Et cetera, Re, and Sic - DailyWritingTips

Et cetera, Re, and Sic - DailyWritingTips

Posted: 07 Jan 2014 08:28 PM PST
When the Latin-loving educated classes finally started taking English seriously enough to write their works in, they brought a lot of Latin terms with them. Some of the terms remain in the language, among them et ceterare, and sic.
Et cetera
Commonly abbreviated etc., the Latin phrase et cetera is used at the end of a list to indicate things in addition to those already enumerated: When you go shopping, be sure to buy such staples as flour, rice, sugar, etc. In older texts, you may see it abbreviated as &c. The symbol &, called the ampersand, originated as a ligature for the Latin word et (and).

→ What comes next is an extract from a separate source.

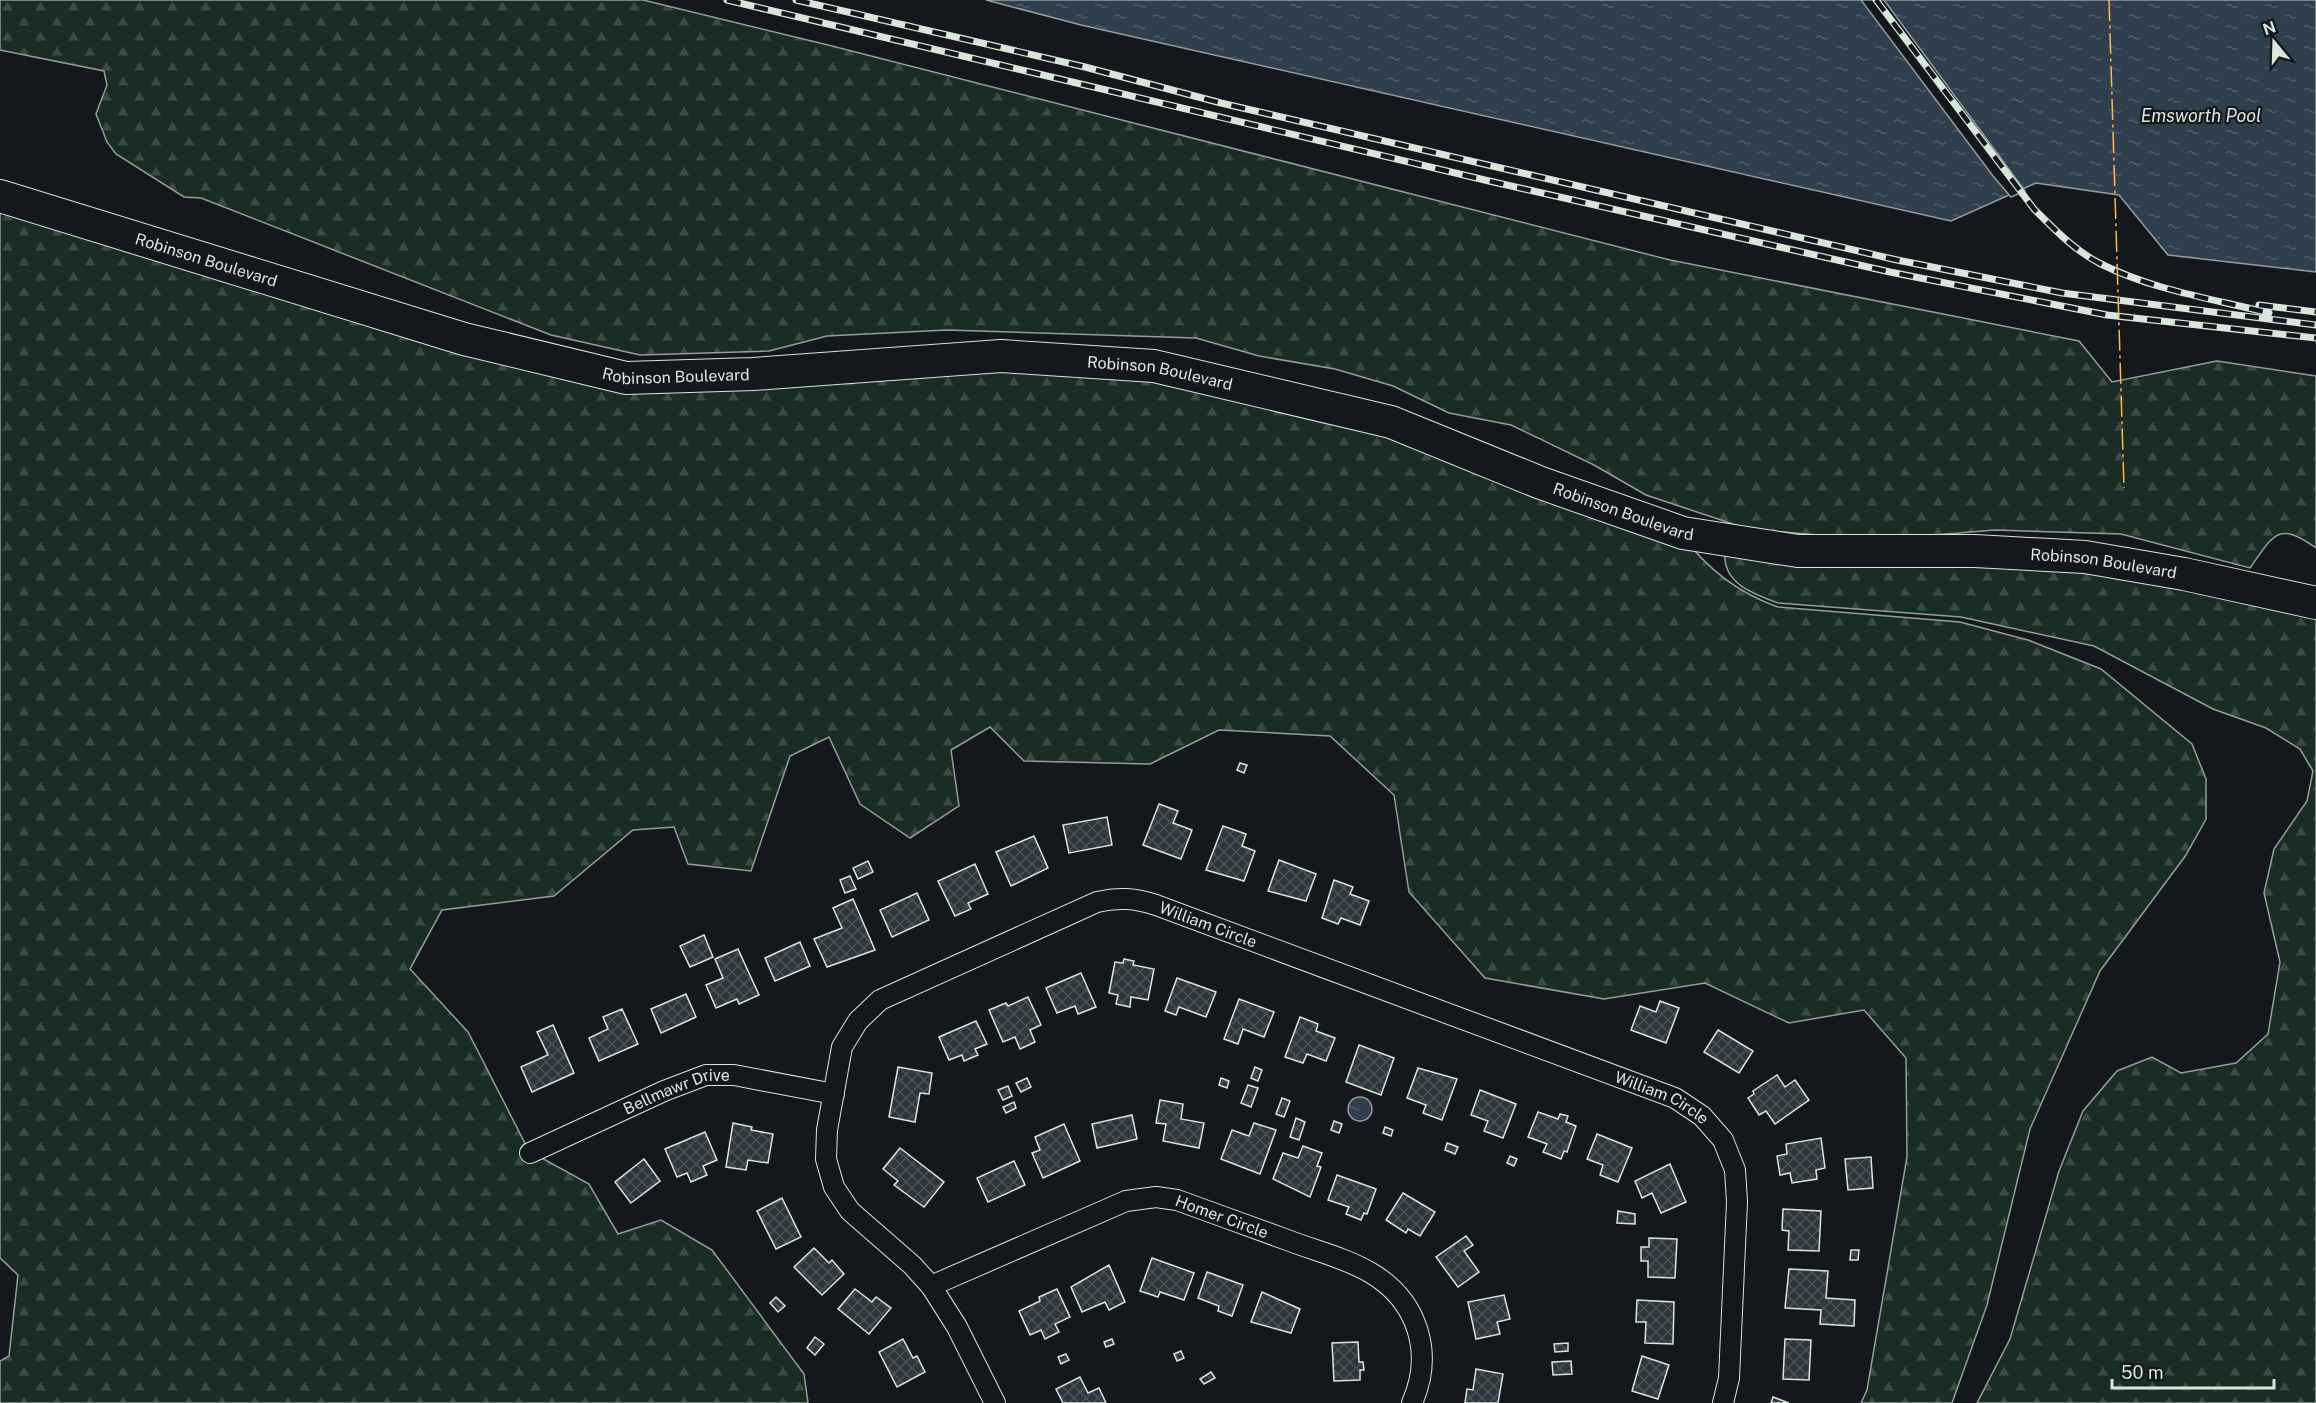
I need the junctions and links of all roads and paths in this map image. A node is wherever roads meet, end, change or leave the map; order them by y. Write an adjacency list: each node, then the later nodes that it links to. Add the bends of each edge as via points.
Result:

Note: In writing and printing, a ligature is two or more letters joined together to form one character, like the letters e+t.

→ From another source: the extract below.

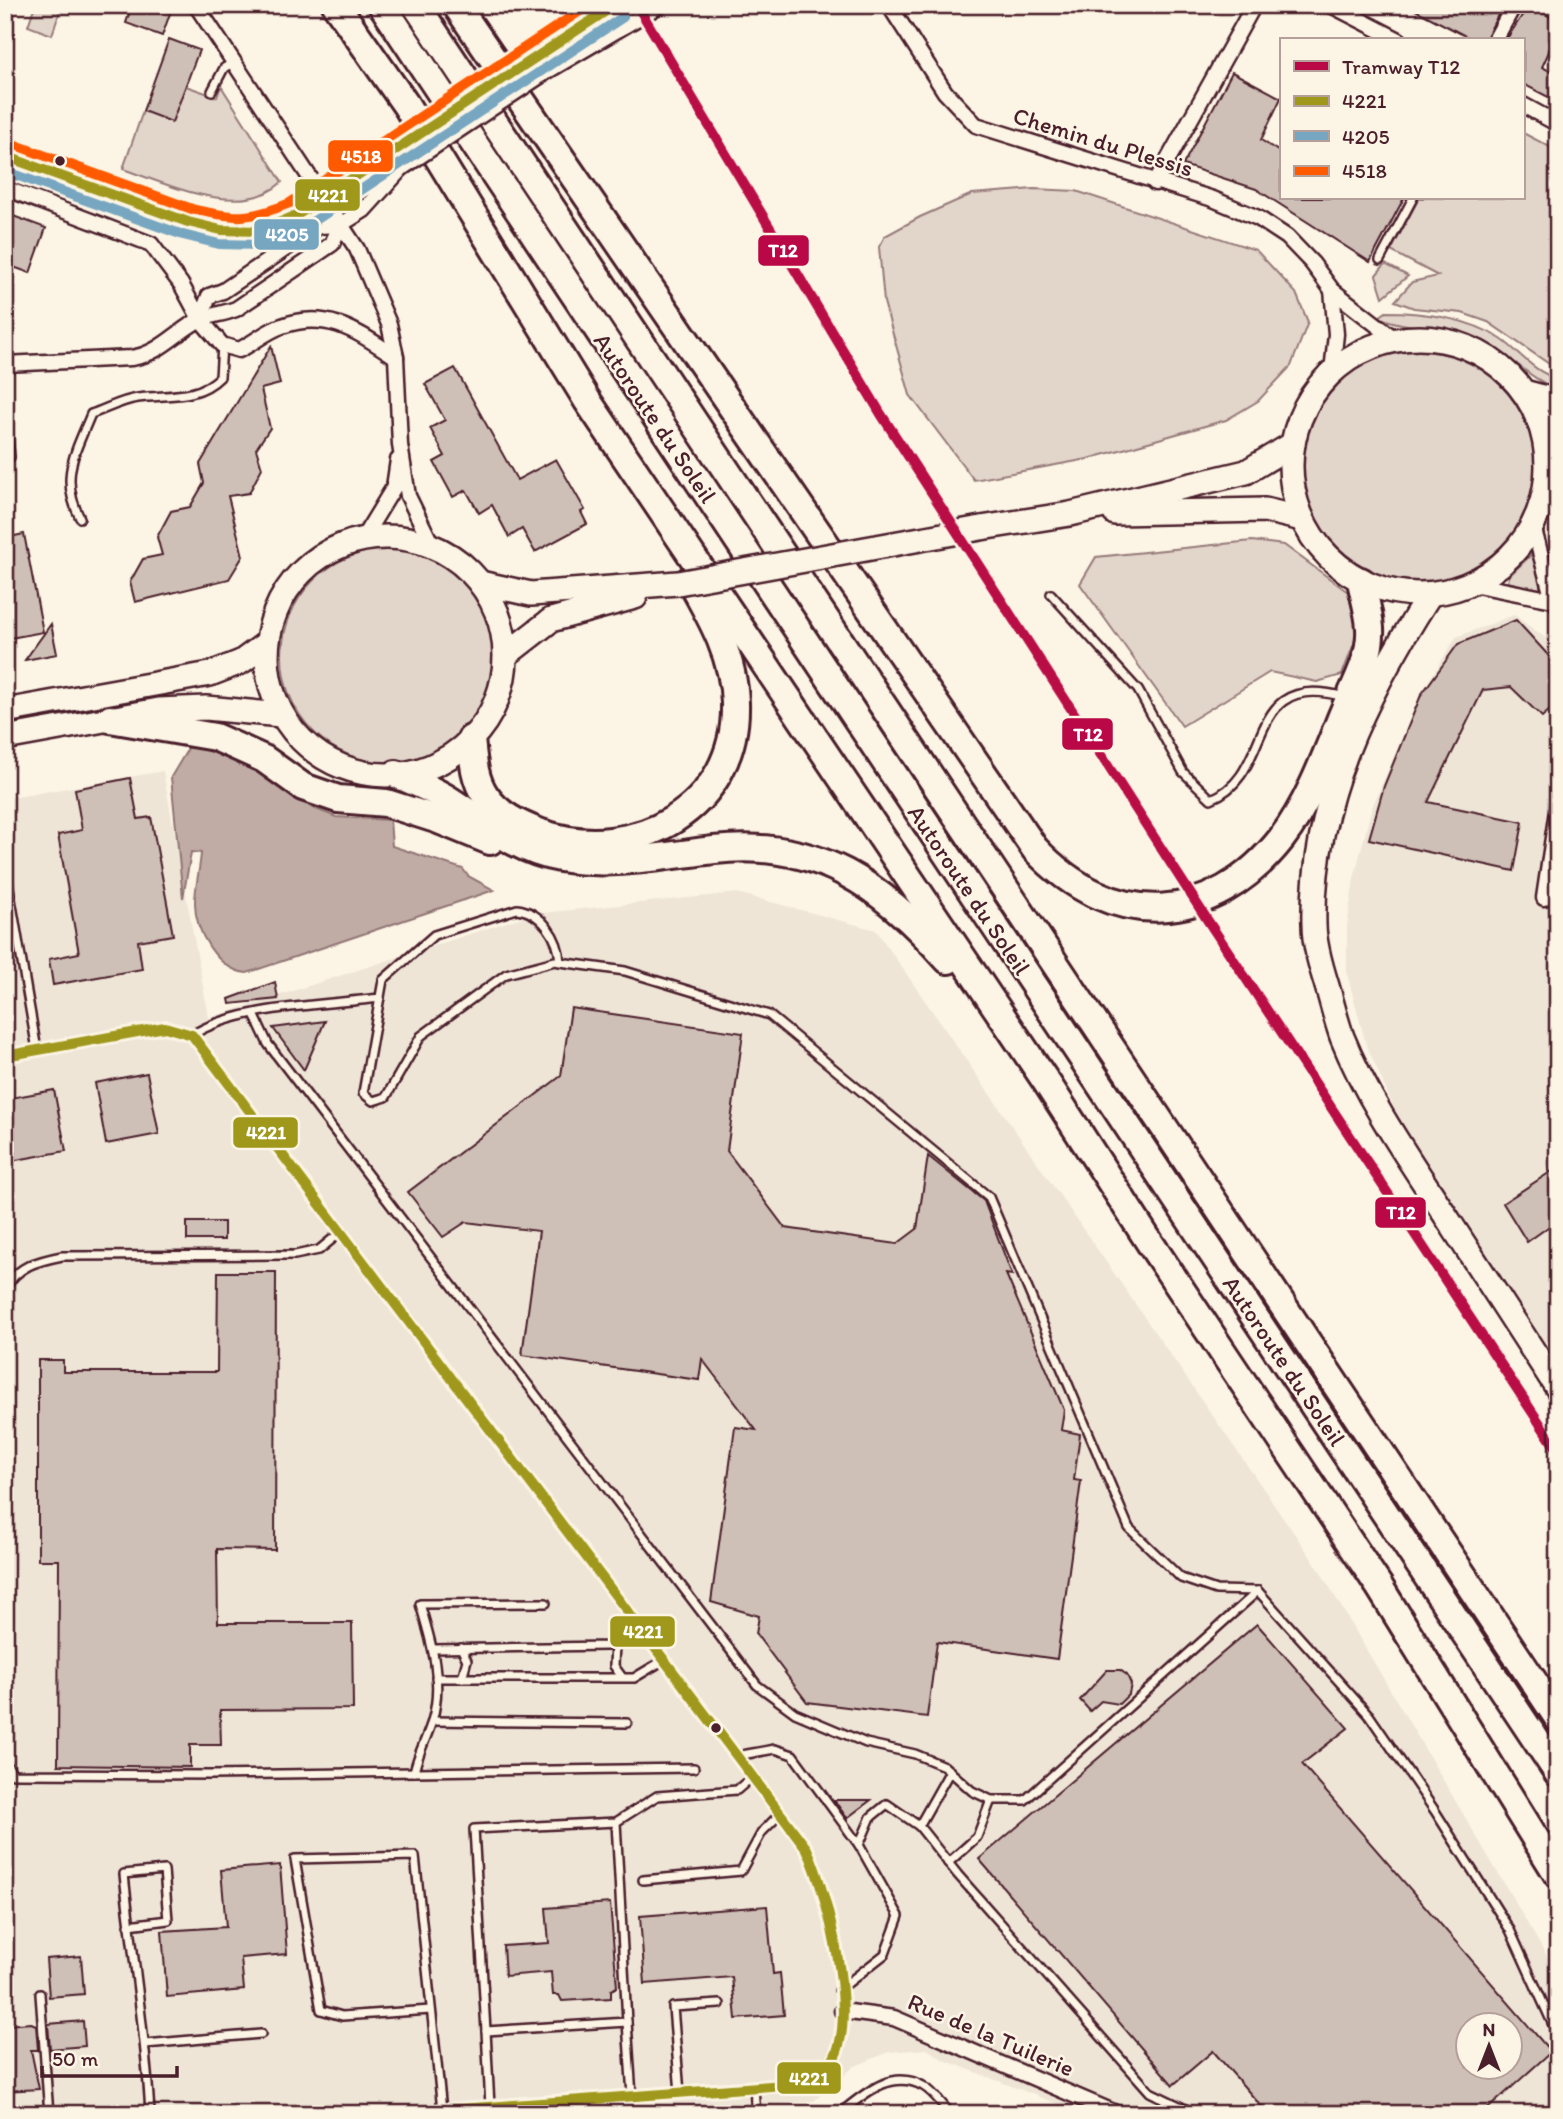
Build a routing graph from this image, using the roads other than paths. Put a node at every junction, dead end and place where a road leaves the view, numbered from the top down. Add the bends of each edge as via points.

Etc. is frequently misspelled as “ect” and mispronounced as [ek setera]. These errors can be avoided by noting that the first part of the phrase is et, not “ek.” The exact translation of et cetera is “and the others: et=and, cetera=the others.
Another Latin word commonly used in English is re. The Latin phrase “in re” means “in the matter of,” or “concerning.” Traditionally, the word has been written at the top of a letter, either in all caps or with an uppercase R and a lowercase e, followed by a colon:
Until recently, Re: was understood as a way to announce the subject of the message to follow:
Re: Your letter of May12, 2014
As is the case with many formerly familiar Latin expressions in English, the meaning of Re: has become blurred, and its use is shifting. Many web users believe that it is an abbreviation for regarding. Others use it in email subjects to mean “Reply.”
The Latin word sic in square brackets after a word in quoted material means that something in the quotation is in error. The writer quoting the material inserts [sic] to indicate that the misspelled word or inaccurate fact occurs in the original:
The most usual use of [sic] familiar to the general reader is its use to signal a misspelled or word: According to the document, “Every store on Main Street has the responsibility to provide it’s [sic] own parking.”
{Sic] is also used to signal an error of fact. For example:
Simpson says, “In Malory’s Le Morte D’Arthur, that the young Arthur draws Excalibur [sic] from the stone and is recognized as the rightful king.”